Records shown Start Marker
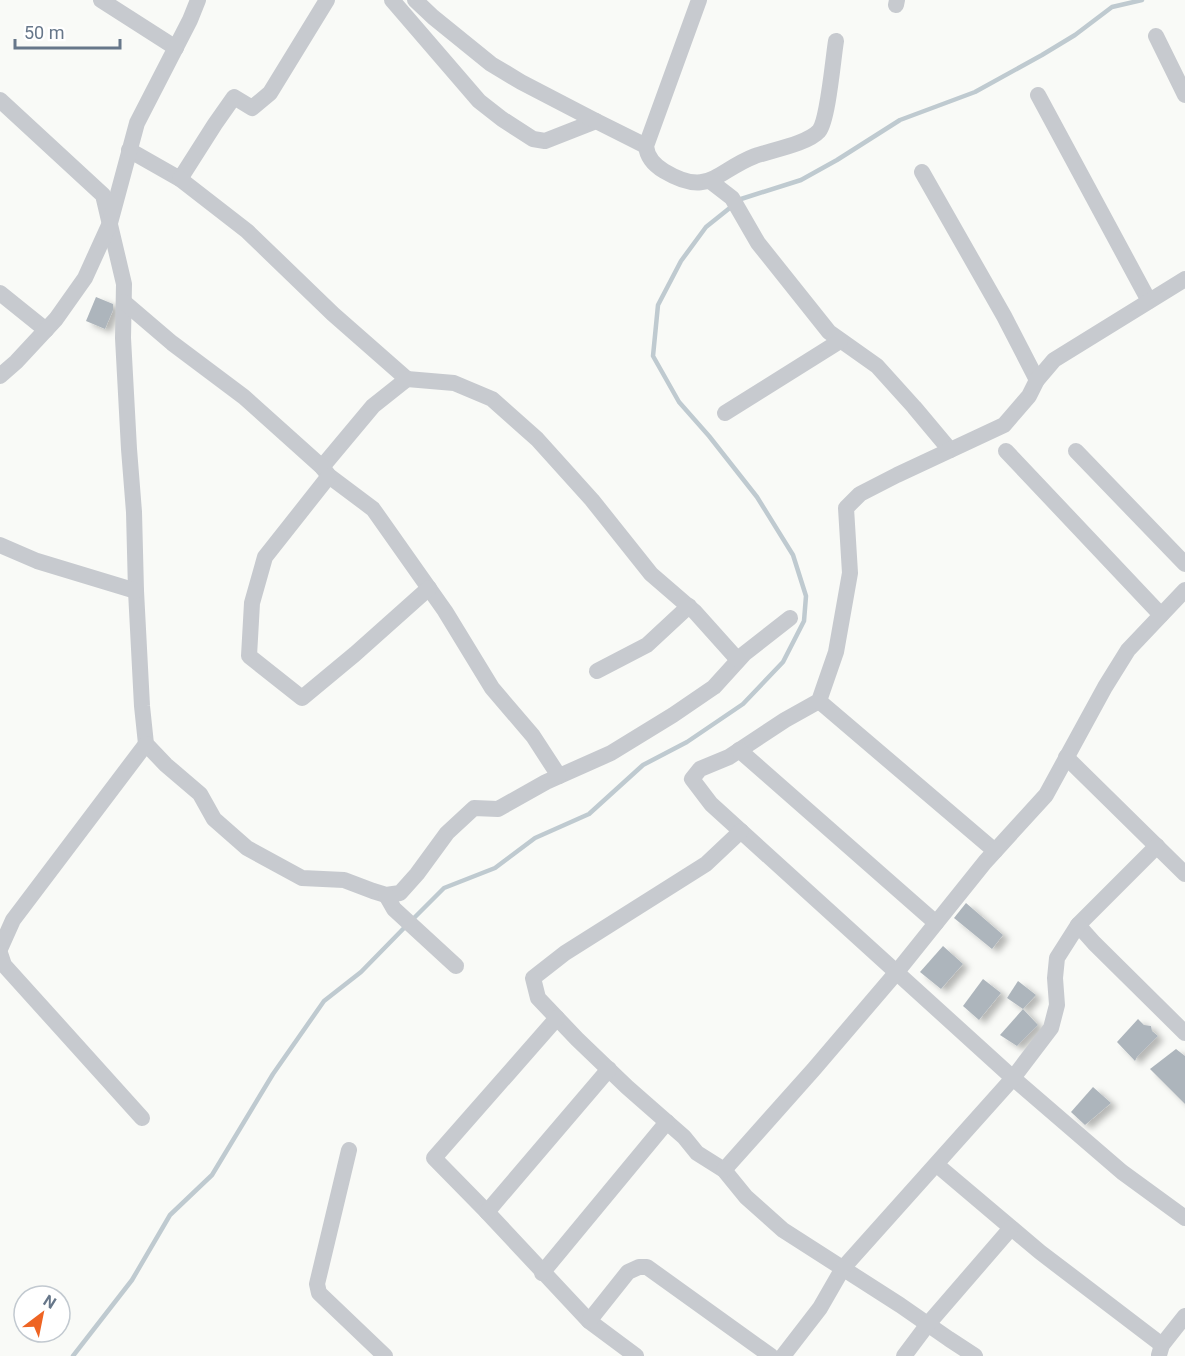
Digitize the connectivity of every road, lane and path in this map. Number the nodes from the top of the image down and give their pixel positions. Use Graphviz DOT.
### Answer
graph roads {
  1 [pos="101,0"];
  2 [pos="198,0"];
  3 [pos="327,0"];
  4 [pos="392,0"];
  5 [pos="415,0"];
  6 [pos="699,0"];
  7 [pos="1156,36"];
  8 [pos="836,41"];
  9 [pos="176,48"];
  10 [pos="1038,95"];
  11 [pos="1185,95"];
  12 [pos="0,100"];
  13 [pos="596,121"];
  14 [pos="646,146"];
  15 [pos="129,150"];
  16 [pos="922,172"];
  17 [pos="180,179"];
  18 [pos="710,181"];
  19 [pos="110,223"];
  20 [pos="1185,279"];
  21 [pos="0,293"];
  22 [pos="1149,301"];
  23 [pos="124,302"];
  24 [pos="46,330"];
  25 [pos="840,341"];
  26 [pos="0,376"];
  27 [pos="407,379"];
  28 [pos="1037,380"];
  29 [pos="725,413"];
  30 [pos="950,450"];
  31 [pos="1006,451"];
  32 [pos="1077,451"];
  33 [pos="325,471"];
  34 [pos="0,545"];
  35 [pos="1185,564"];
  36 [pos="429,588"];
  37 [pos="1185,590"];
  38 [pos="136,591"];
  39 [pos="689,606"];
  40 [pos="1161,615"];
  41 [pos="790,618"];
  42 [pos="738,660"];
  43 [pos="597,670"];
  44 [pos="819,700"];
  45 [pos="146,744"];
  46 [pos="739,750"];
  47 [pos="1066,758"];
  48 [pos="559,776"];
  49 [pos="741,831"];
  50 [pos="1157,846"];
  51 [pos="995,851"];
  52 [pos="1185,874"];
  53 [pos="386,895"];
  54 [pos="936,923"];
  55 [pos="1078,925"];
  56 [pos="0,949"];
  57 [pos="0,953"];
  58 [pos="456,966"];
  59 [pos="896,973"];
  60 [pos="557,1018"];
  61 [pos="1185,1034"];
  62 [pos="609,1069"];
  63 [pos="1013,1078"];
  64 [pos="142,1118"];
  65 [pos="667,1122"];
  66 [pos="349,1150"];
  67 [pos="937,1165"];
  68 [pos="724,1170"];
  69 [pos="487,1212"];
  70 [pos="1185,1218"];
  71 [pos="1011,1228"];
  72 [pos="843,1268"];
  73 [pos="542,1273"];
  74 [pos="1185,1316"];
  75 [pos="589,1321"];
  76 [pos="928,1324"];
  77 [pos="1160,1351"];
  78 [pos="385,1356"];
  79 [pos="636,1356"];
  80 [pos="771,1356"];
  81 [pos="783,1356"];
  82 [pos="904,1356"];
  83 [pos="975,1356"];
  1 -- 9 [label="street"];
  2 -- 9 [label="street"];
  3 -- 17 [label="street"];
  4 -- 13 [label="street"];
  5 -- 13 [label="street"];
  6 -- 14 [label="street"];
  7 -- 11 [label="street"];
  8 -- 18 [label="street"];
  9 -- 15 [label="street"];
  10 -- 22 [label="street"];
  12 -- 19 [label="street"];
  13 -- 14 [label="street"];
  14 -- 18 [label="street"];
  15 -- 17 [label="street"];
  15 -- 19 [label="street"];
  16 -- 28 [label="street"];
  17 -- 27 [label="street"];
  18 -- 25 [label="street"];
  19 -- 23 [label="street"];
  19 -- 24 [label="street"];
  20 -- 22 [label="street"];
  21 -- 24 [label="street"];
  22 -- 28 [label="street"];
  23 -- 33 [label="street"];
  23 -- 38 [label="street"];
  24 -- 26 [label="street"];
  25 -- 29 [label="street"];
  25 -- 30 [label="street"];
  27 -- 33 [label="street"];
  27 -- 39 [label="street"];
  28 -- 30 [label="street"];
  30 -- 44 [label="street"];
  31 -- 40 [label="street"];
  32 -- 35 [label="street"];
  33 -- 36 [label="street"];
  33 -- 36 [label="street"];
  34 -- 38 [label="street"];
  36 -- 48 [label="street"];
  37 -- 40 [label="street"];
  38 -- 45 [label="street"];
  39 -- 42 [label="street"];
  39 -- 43 [label="street"];
  40 -- 47 [label="street"];
  41 -- 42 [label="street"];
  42 -- 48 [label="street"];
  44 -- 46 [label="street"];
  44 -- 51 [label="street"];
  45 -- 53 [label="street"];
  45 -- 56 [label="street"];
  46 -- 49 [label="street"];
  46 -- 54 [label="street"];
  47 -- 50 [label="street"];
  47 -- 51 [label="street"];
  48 -- 53 [label="street"];
  49 -- 59 [label="street"];
  49 -- 60 [label="street"];
  50 -- 52 [label="street"];
  50 -- 55 [label="street"];
  51 -- 54 [label="street"];
  53 -- 58 [label="street"];
  54 -- 59 [label="street"];
  55 -- 61 [label="street"];
  55 -- 63 [label="street"];
  57 -- 64 [label="street"];
  59 -- 63 [label="street"];
  59 -- 68 [label="street"];
  60 -- 62 [label="street"];
  60 -- 69 [label="street"];
  62 -- 65 [label="street"];
  62 -- 69 [label="street"];
  63 -- 67 [label="street"];
  63 -- 70 [label="street"];
  65 -- 68 [label="street"];
  65 -- 73 [label="street"];
  66 -- 78 [label="street"];
  67 -- 71 [label="street"];
  67 -- 72 [label="street"];
  68 -- 72 [label="street"];
  69 -- 73 [label="street"];
  71 -- 76 [label="street"];
  71 -- 77 [label="street"];
  72 -- 76 [label="street"];
  72 -- 81 [label="street"];
  73 -- 75 [label="street"];
  74 -- 77 [label="street"];
  75 -- 79 [label="street"];
  75 -- 80 [label="street"];
  76 -- 82 [label="street"];
  76 -- 83 [label="street"];
}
Records shown End Marker
What the exercise asks:
Leave the pictures aside and give every entry above again word for word.

Exercise answer:
Digitize the connectivity of every road, lane and path in this map. Number the nodes from the top of the image down and give their pixel positions. Use Graphviz DOT.
### Answer
graph roads {
  1 [pos="101,0"];
  2 [pos="198,0"];
  3 [pos="327,0"];
  4 [pos="392,0"];
  5 [pos="415,0"];
  6 [pos="699,0"];
  7 [pos="1156,36"];
  8 [pos="836,41"];
  9 [pos="176,48"];
  10 [pos="1038,95"];
  11 [pos="1185,95"];
  12 [pos="0,100"];
  13 [pos="596,121"];
  14 [pos="646,146"];
  15 [pos="129,150"];
  16 [pos="922,172"];
  17 [pos="180,179"];
  18 [pos="710,181"];
  19 [pos="110,223"];
  20 [pos="1185,279"];
  21 [pos="0,293"];
  22 [pos="1149,301"];
  23 [pos="124,302"];
  24 [pos="46,330"];
  25 [pos="840,341"];
  26 [pos="0,376"];
  27 [pos="407,379"];
  28 [pos="1037,380"];
  29 [pos="725,413"];
  30 [pos="950,450"];
  31 [pos="1006,451"];
  32 [pos="1077,451"];
  33 [pos="325,471"];
  34 [pos="0,545"];
  35 [pos="1185,564"];
  36 [pos="429,588"];
  37 [pos="1185,590"];
  38 [pos="136,591"];
  39 [pos="689,606"];
  40 [pos="1161,615"];
  41 [pos="790,618"];
  42 [pos="738,660"];
  43 [pos="597,670"];
  44 [pos="819,700"];
  45 [pos="146,744"];
  46 [pos="739,750"];
  47 [pos="1066,758"];
  48 [pos="559,776"];
  49 [pos="741,831"];
  50 [pos="1157,846"];
  51 [pos="995,851"];
  52 [pos="1185,874"];
  53 [pos="386,895"];
  54 [pos="936,923"];
  55 [pos="1078,925"];
  56 [pos="0,949"];
  57 [pos="0,953"];
  58 [pos="456,966"];
  59 [pos="896,973"];
  60 [pos="557,1018"];
  61 [pos="1185,1034"];
  62 [pos="609,1069"];
  63 [pos="1013,1078"];
  64 [pos="142,1118"];
  65 [pos="667,1122"];
  66 [pos="349,1150"];
  67 [pos="937,1165"];
  68 [pos="724,1170"];
  69 [pos="487,1212"];
  70 [pos="1185,1218"];
  71 [pos="1011,1228"];
  72 [pos="843,1268"];
  73 [pos="542,1273"];
  74 [pos="1185,1316"];
  75 [pos="589,1321"];
  76 [pos="928,1324"];
  77 [pos="1160,1351"];
  78 [pos="385,1356"];
  79 [pos="636,1356"];
  80 [pos="771,1356"];
  81 [pos="783,1356"];
  82 [pos="904,1356"];
  83 [pos="975,1356"];
  1 -- 9 [label="street"];
  2 -- 9 [label="street"];
  3 -- 17 [label="street"];
  4 -- 13 [label="street"];
  5 -- 13 [label="street"];
  6 -- 14 [label="street"];
  7 -- 11 [label="street"];
  8 -- 18 [label="street"];
  9 -- 15 [label="street"];
  10 -- 22 [label="street"];
  12 -- 19 [label="street"];
  13 -- 14 [label="street"];
  14 -- 18 [label="street"];
  15 -- 17 [label="street"];
  15 -- 19 [label="street"];
  16 -- 28 [label="street"];
  17 -- 27 [label="street"];
  18 -- 25 [label="street"];
  19 -- 23 [label="street"];
  19 -- 24 [label="street"];
  20 -- 22 [label="street"];
  21 -- 24 [label="street"];
  22 -- 28 [label="street"];
  23 -- 33 [label="street"];
  23 -- 38 [label="street"];
  24 -- 26 [label="street"];
  25 -- 29 [label="street"];
  25 -- 30 [label="street"];
  27 -- 33 [label="street"];
  27 -- 39 [label="street"];
  28 -- 30 [label="street"];
  30 -- 44 [label="street"];
  31 -- 40 [label="street"];
  32 -- 35 [label="street"];
  33 -- 36 [label="street"];
  33 -- 36 [label="street"];
  34 -- 38 [label="street"];
  36 -- 48 [label="street"];
  37 -- 40 [label="street"];
  38 -- 45 [label="street"];
  39 -- 42 [label="street"];
  39 -- 43 [label="street"];
  40 -- 47 [label="street"];
  41 -- 42 [label="street"];
  42 -- 48 [label="street"];
  44 -- 46 [label="street"];
  44 -- 51 [label="street"];
  45 -- 53 [label="street"];
  45 -- 56 [label="street"];
  46 -- 49 [label="street"];
  46 -- 54 [label="street"];
  47 -- 50 [label="street"];
  47 -- 51 [label="street"];
  48 -- 53 [label="street"];
  49 -- 59 [label="street"];
  49 -- 60 [label="street"];
  50 -- 52 [label="street"];
  50 -- 55 [label="street"];
  51 -- 54 [label="street"];
  53 -- 58 [label="street"];
  54 -- 59 [label="street"];
  55 -- 61 [label="street"];
  55 -- 63 [label="street"];
  57 -- 64 [label="street"];
  59 -- 63 [label="street"];
  59 -- 68 [label="street"];
  60 -- 62 [label="street"];
  60 -- 69 [label="street"];
  62 -- 65 [label="street"];
  62 -- 69 [label="street"];
  63 -- 67 [label="street"];
  63 -- 70 [label="street"];
  65 -- 68 [label="street"];
  65 -- 73 [label="street"];
  66 -- 78 [label="street"];
  67 -- 71 [label="street"];
  67 -- 72 [label="street"];
  68 -- 72 [label="street"];
  69 -- 73 [label="street"];
  71 -- 76 [label="street"];
  71 -- 77 [label="street"];
  72 -- 76 [label="street"];
  72 -- 81 [label="street"];
  73 -- 75 [label="street"];
  74 -- 77 [label="street"];
  75 -- 79 [label="street"];
  75 -- 80 [label="street"];
  76 -- 82 [label="street"];
  76 -- 83 [label="street"];
}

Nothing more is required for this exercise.